Stephen Cadogan: Will some of the €315 billion find its way to our farmers?

Success breeds success — and the flow of good news from the farming and food sector ensures it should have a prominent place in Ireland’s share of the new EU investment plan.
Stephen Cadogan: Will some of the €315 billion find its way to our farmers?

The European Commission’s investment plan will aim to mobilise €315 billion in net additional investments in the European economy over the next three years.

The Commission’s proposals are designed to attract private investors, by reducing complexity and sharing risk.

A new European fund for strategic investments, EFSI, will be guaranteed an initial budget of €21 billion, supporting €63 billion in new higher-risk European Investment Bank lending — which should mobilise a further €252 billion from private investors.

Anticipating Ireland’s share of these credit funds, the government has already emphasised the importance of global food security objectives in the EU investment plan — mindful perhaps that food production may not play a major role in the decarbonisation which the EU is putting near the centre of its economic growth plans.

The overall EU aim is to support economic growth that is “smart, sustainable and inclusive”.

Despite carbon (greenhouse gas) worries, Irish farming and food can fit the bill here, with its unique emphasis on sustainability, and its unique importance in rural areas, which so badly need investment.

Thankfully, EU Commissioner for Agriculture and Rural Development Phil Hogan is aware of farmers’ needs, remarking this week that the rural economy doesn’t always find it easy to get credit, and conditions for loans can be difficult — such as unaffordable interest rates.

He was speaking alongside European Investment Bank Vice-President Wilhelm Molterer, who said the need to invest in the EU’s rural economies is huge, and a smart way of using public cash to attract private investors and unlock investment was needed.

They were announcing easier access to finance for farmers and other rural businesses, through new financial instruments.

Mr Hogan revealed access to secured loans to help farmers, particularly young farmers, and other rural entrepreneurs, create growth and jobs. He said such loans can turn one euro of public EU or government money in rural development packages into two euros, three euros or even more.

Before they agree with the Commissioner, farmers will need to get these loans into their hands. But his utterances, at the least, bring welcome confirmation that the EU sees farming and food fitting into its “smart, sustainable and inclusive” category, and into its growth target areas of employment, innovation, climate and energy, education and social inclusion.

More to the point, Mr Hogan made it clear his announcement of financial instruments is separate from the Juncker Package which promises to mobilise €315bn in net additional investments throughout the EU.

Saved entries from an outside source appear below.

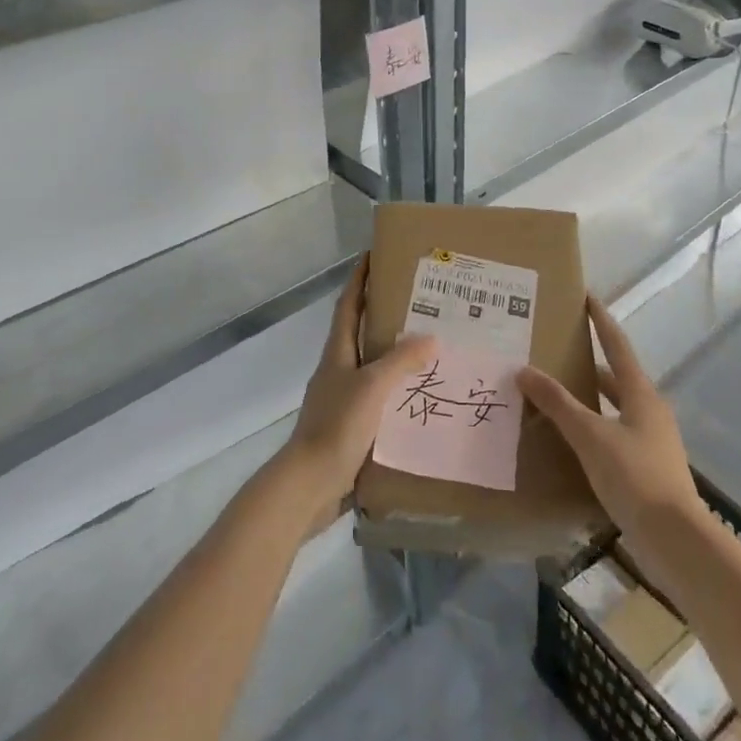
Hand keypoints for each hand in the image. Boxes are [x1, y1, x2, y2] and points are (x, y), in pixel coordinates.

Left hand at [282, 256, 431, 523]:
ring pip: (371, 366)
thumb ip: (400, 361)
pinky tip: (421, 396)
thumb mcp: (372, 387)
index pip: (348, 305)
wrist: (308, 486)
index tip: (374, 254)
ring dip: (394, 353)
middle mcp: (338, 370)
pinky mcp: (350, 427)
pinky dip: (397, 389)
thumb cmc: (336, 427)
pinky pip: (378, 397)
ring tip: (430, 346)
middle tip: (419, 302)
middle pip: (360, 332)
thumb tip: (431, 336)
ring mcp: (342, 399)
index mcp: (337, 353)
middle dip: (383, 313)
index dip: (359, 279)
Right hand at [517, 295, 701, 541]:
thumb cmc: (634, 476)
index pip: (616, 344)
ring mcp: (651, 440)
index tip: (586, 296)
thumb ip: (557, 403)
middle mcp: (649, 409)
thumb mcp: (590, 436)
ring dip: (589, 397)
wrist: (675, 539)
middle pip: (615, 376)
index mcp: (640, 393)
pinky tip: (572, 439)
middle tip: (556, 351)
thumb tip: (524, 370)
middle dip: (588, 362)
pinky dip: (593, 426)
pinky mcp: (647, 467)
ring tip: (556, 394)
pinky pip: (614, 433)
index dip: (600, 320)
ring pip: (614, 406)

Here in Ireland, Fianna Fáil Spokesperson on Agriculture and Food Éamon Ó Cuív has called on the Government to move swiftly to ensure that Irish farmers are given access to new credit lines through the European Commission and the European Investment Bank.

He said these funds can regenerate the Irish agriculture industry, by encouraging young people back into the sector, and by financing rural start-ups and agri-enterprises.

However, all the high-level talk of easier credit is a long way from the current realities of investment and expansion for Irish farmers — such as interest repayment rates which are significantly higher than the rate for loans to farmers in other European countries.

There can be no significant farm expansion without borrowing. That’s why farmers need to know early on how all the talk of EU investment and growth will affect their expansion plans.

For example, should they invest now? Or should they wait until the promised extra funds from the new EU investment plan enter the market, and hopefully drive down interest rates?

Becoming overly indebted is one of the big hazards of expansion. Borrowing is enough of a shot in the dark without farmers knowing the detail of what the EU plans to mobilise €315 billion in net additional investments will mean for them.